NWI Forward: COVID-19 Questions with Ty Warner
As the COVID-19 global health (and economic) crisis continues to wreak havoc on Northwest Indiana, business executives and community leaders alike are stepping up to help us adjust to a vastly changed landscape.
In addition to online community conversations and educational workshops, our organizations reached out to a group of Northwest Indiana leaders that represent a wide variety of industries and roles. From shifting how their entire team does business to leading county-wide emergency responses, they are showing us a way forward.
COVID-19 Questions with Ty Warner
Ty Warner is Executive Director of the Northwestern Indiana Regional Planning Commission. NIRPC is a regional council of local governments serving the citizens of Lake, Porter, and LaPorte counties. It provides a forum that enables citizens to address regional issues relating to transportation, the environment, and economic development.
How has this crisis been similar to events like 9/11 or the 2008 recession and how is it different?

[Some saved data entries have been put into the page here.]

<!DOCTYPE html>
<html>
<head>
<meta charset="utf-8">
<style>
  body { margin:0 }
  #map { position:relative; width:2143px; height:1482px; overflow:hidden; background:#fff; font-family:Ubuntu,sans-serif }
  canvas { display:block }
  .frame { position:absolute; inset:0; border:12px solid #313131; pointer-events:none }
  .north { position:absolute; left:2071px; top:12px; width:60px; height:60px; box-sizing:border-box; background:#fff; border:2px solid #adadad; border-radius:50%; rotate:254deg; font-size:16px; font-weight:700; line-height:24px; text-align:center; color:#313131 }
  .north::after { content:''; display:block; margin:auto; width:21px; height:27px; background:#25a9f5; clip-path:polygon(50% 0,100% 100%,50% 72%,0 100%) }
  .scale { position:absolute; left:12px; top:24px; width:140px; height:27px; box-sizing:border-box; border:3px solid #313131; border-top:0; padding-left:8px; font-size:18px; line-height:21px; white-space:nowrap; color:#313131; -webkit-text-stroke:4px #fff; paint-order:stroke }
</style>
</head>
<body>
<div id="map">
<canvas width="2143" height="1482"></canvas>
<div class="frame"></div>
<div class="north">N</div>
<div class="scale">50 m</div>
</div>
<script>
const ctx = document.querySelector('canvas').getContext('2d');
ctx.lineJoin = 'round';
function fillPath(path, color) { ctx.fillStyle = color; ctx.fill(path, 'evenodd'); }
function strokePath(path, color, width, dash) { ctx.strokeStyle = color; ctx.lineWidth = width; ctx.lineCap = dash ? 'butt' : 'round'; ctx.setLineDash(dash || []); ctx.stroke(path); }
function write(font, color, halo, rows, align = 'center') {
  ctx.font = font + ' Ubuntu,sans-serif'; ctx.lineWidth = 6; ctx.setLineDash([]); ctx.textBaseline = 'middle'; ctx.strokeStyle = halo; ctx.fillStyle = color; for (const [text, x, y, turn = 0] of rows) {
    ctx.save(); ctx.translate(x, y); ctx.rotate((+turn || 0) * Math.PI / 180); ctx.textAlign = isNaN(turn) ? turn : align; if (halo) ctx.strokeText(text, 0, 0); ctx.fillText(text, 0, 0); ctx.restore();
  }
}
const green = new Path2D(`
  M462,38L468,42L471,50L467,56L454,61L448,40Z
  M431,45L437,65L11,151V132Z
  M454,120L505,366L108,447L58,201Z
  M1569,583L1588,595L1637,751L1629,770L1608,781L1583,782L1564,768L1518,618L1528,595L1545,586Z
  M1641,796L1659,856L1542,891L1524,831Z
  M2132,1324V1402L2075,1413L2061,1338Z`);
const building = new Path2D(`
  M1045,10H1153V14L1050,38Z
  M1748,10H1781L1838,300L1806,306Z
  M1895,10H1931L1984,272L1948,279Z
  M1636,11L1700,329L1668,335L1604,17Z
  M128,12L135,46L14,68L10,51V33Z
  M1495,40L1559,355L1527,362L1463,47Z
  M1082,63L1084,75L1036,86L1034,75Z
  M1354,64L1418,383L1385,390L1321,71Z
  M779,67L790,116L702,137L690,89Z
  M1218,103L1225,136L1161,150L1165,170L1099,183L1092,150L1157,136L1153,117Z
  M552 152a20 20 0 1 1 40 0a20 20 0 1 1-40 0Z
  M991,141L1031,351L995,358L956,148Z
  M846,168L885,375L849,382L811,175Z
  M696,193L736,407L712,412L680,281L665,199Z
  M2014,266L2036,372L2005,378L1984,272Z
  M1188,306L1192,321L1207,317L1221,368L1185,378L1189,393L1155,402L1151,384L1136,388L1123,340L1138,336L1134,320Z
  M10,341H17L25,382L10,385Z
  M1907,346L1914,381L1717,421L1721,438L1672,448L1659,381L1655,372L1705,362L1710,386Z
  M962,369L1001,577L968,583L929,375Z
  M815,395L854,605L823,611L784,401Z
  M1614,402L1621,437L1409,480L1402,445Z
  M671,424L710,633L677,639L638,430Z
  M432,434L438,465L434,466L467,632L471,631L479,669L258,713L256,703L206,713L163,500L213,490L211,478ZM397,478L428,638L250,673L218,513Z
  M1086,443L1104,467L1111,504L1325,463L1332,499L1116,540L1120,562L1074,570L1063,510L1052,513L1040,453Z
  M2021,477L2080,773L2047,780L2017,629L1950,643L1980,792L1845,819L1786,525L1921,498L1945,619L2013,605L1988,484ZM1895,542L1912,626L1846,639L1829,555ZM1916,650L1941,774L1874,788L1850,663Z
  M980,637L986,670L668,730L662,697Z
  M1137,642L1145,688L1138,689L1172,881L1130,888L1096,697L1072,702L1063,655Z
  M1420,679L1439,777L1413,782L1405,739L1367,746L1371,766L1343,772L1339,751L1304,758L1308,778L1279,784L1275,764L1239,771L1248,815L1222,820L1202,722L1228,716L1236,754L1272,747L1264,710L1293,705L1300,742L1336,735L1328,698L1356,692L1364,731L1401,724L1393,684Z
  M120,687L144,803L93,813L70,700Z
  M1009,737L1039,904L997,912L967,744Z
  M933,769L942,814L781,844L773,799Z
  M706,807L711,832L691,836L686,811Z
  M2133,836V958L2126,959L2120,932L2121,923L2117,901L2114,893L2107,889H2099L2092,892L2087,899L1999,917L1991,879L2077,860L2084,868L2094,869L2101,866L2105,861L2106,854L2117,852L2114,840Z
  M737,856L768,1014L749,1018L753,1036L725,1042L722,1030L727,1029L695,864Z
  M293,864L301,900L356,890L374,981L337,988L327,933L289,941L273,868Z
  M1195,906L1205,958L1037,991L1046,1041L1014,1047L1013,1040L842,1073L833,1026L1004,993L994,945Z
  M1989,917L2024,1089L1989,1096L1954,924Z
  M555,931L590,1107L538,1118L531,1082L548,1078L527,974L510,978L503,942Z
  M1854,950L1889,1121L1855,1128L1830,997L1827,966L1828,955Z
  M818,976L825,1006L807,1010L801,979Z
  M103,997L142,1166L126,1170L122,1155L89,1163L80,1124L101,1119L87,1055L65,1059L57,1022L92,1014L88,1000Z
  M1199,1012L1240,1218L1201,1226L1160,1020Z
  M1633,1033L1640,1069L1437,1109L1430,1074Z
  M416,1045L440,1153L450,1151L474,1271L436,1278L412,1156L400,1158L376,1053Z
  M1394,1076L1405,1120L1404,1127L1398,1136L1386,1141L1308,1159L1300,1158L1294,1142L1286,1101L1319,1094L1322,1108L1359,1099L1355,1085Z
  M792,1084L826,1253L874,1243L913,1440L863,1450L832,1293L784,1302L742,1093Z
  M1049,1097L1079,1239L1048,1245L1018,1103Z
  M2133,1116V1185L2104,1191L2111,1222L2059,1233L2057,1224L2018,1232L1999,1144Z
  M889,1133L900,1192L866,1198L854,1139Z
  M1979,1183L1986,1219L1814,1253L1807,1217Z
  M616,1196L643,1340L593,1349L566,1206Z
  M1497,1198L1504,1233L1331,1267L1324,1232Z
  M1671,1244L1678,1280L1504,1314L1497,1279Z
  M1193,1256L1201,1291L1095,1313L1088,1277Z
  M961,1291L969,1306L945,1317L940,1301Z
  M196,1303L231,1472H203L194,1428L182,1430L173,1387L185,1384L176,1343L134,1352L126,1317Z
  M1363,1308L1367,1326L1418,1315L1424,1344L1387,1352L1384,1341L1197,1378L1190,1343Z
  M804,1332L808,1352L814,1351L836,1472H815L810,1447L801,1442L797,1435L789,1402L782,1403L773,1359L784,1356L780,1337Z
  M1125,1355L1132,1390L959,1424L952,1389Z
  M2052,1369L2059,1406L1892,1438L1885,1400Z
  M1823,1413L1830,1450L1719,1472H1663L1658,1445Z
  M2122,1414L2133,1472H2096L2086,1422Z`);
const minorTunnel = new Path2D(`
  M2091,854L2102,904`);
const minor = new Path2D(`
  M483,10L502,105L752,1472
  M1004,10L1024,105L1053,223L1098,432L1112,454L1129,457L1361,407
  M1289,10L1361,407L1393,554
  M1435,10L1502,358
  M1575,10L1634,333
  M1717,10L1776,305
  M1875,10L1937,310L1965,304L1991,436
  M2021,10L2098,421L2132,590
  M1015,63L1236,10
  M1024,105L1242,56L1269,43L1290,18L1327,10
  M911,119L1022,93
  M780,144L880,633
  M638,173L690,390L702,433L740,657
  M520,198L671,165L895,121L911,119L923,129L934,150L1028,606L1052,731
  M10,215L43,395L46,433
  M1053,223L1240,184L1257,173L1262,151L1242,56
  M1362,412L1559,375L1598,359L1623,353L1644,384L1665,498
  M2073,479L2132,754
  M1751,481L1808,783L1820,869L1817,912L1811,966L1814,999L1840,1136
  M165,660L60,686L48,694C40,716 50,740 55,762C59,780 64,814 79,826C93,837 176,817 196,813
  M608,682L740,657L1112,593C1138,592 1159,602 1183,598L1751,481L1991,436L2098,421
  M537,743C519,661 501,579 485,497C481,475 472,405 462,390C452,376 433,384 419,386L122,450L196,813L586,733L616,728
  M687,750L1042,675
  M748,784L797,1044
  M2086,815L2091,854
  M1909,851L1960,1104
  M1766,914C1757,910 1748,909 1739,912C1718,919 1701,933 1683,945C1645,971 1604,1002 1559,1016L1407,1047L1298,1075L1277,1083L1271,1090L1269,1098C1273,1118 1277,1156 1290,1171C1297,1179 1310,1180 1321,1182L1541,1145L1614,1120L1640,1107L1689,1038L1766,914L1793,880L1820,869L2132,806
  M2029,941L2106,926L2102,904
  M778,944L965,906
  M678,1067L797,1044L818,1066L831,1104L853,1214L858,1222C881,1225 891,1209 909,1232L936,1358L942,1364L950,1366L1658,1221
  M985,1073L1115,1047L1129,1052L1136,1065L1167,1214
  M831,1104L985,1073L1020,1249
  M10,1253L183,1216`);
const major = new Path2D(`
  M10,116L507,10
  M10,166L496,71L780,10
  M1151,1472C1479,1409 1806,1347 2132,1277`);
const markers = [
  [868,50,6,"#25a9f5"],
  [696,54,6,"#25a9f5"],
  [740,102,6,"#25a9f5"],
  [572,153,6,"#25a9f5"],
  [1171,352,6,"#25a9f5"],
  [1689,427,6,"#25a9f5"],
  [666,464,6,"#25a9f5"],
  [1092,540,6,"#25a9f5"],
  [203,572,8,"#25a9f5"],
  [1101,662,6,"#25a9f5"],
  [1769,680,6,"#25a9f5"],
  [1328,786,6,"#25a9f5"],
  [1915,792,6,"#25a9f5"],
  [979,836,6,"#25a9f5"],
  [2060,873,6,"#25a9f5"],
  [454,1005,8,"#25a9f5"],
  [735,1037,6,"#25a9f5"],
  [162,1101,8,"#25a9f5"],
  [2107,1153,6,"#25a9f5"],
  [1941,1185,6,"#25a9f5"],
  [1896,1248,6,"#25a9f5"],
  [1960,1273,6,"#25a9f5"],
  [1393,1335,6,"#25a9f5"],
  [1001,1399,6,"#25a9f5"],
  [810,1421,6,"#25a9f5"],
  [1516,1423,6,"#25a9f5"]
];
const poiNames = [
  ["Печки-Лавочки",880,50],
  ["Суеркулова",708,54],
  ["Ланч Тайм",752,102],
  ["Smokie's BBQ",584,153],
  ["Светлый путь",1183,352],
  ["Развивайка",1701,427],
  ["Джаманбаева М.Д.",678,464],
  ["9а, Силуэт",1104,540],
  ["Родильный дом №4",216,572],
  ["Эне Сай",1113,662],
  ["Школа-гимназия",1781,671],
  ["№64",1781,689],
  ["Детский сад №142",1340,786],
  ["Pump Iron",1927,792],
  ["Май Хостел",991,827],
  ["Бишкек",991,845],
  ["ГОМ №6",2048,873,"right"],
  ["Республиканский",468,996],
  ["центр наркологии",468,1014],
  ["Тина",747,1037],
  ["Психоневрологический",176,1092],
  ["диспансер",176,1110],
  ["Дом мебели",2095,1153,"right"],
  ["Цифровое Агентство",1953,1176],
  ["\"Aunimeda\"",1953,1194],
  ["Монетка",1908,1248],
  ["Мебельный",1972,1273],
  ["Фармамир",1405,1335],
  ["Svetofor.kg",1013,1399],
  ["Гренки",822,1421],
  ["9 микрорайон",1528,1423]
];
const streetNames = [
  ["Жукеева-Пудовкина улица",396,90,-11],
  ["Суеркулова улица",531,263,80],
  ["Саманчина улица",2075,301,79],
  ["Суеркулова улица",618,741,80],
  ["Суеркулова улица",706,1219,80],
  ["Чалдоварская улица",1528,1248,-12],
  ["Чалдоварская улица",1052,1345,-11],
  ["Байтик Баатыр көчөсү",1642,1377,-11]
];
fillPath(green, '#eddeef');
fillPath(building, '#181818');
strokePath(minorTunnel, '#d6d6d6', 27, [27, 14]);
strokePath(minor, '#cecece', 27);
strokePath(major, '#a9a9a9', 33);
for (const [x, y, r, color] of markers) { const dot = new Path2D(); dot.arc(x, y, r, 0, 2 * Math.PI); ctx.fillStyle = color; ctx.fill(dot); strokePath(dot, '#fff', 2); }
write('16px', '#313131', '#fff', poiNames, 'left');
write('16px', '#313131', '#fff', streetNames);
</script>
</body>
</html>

The similarity that jumps out is that it’s one of those things that people weren’t expecting, particularly with 9/11. Who would have thought and who could have prepared for that? None of our long-range planning could have anticipated a global pandemic, that we’d be shuttered at home and stores would be closed.
What short-term measures did you put in place to keep your business running?
Obviously working remotely was the main thing, and for the most part, almost the only thing. Thanks to the Governor’s orders, we’ve made a conscious effort to reduce the number of meetings that we hold.
What are some longer term changes you may need to make?
I don’t think the future of work for everybody will quite look the same. Now that we’ve adapted to the working from home environment, many will want to work from home more frequently.
What might be some of the lasting effects of this crisis?
An interesting thing to watch will be the planning community, NIRPC included. We’ve tried very much to help people rediscover the value of traditional downtowns and creating walkable environments. And not being so concerned about building up density in those places. I think there’s a little bit of a concern that because of the social distancing aspect of this there will be a pushback. The suburban sprawl that we’ve seen over the last 50 years may sadly get a bit more of a push.
What is emerging from this crisis that gives you hope?
One of the neat things you could look at in the midst of all this is that INDOT, for example, is considered essential and still engaged in their project completement and construction. Trail development in Michigan City, some of those projects that are still working as we speak haven’t encountered the road construction and the jam ups. So if there’s a silver lining here in terms of what we do is that when folks finally emerge from their homes, a lot of the projects will be that much further along and that much less of a pain having to travel through all of that.
What additional advice can you share?
From an operational perspective, everybody has now been forced to do what they might not have been prepared to do. Having the things in place that made it easy to transition and not be so place dependent has been really helpful for us. If there’s any advice it’s being prepared for the unexpected to the extent that you can. And that might translate to not being so place-based.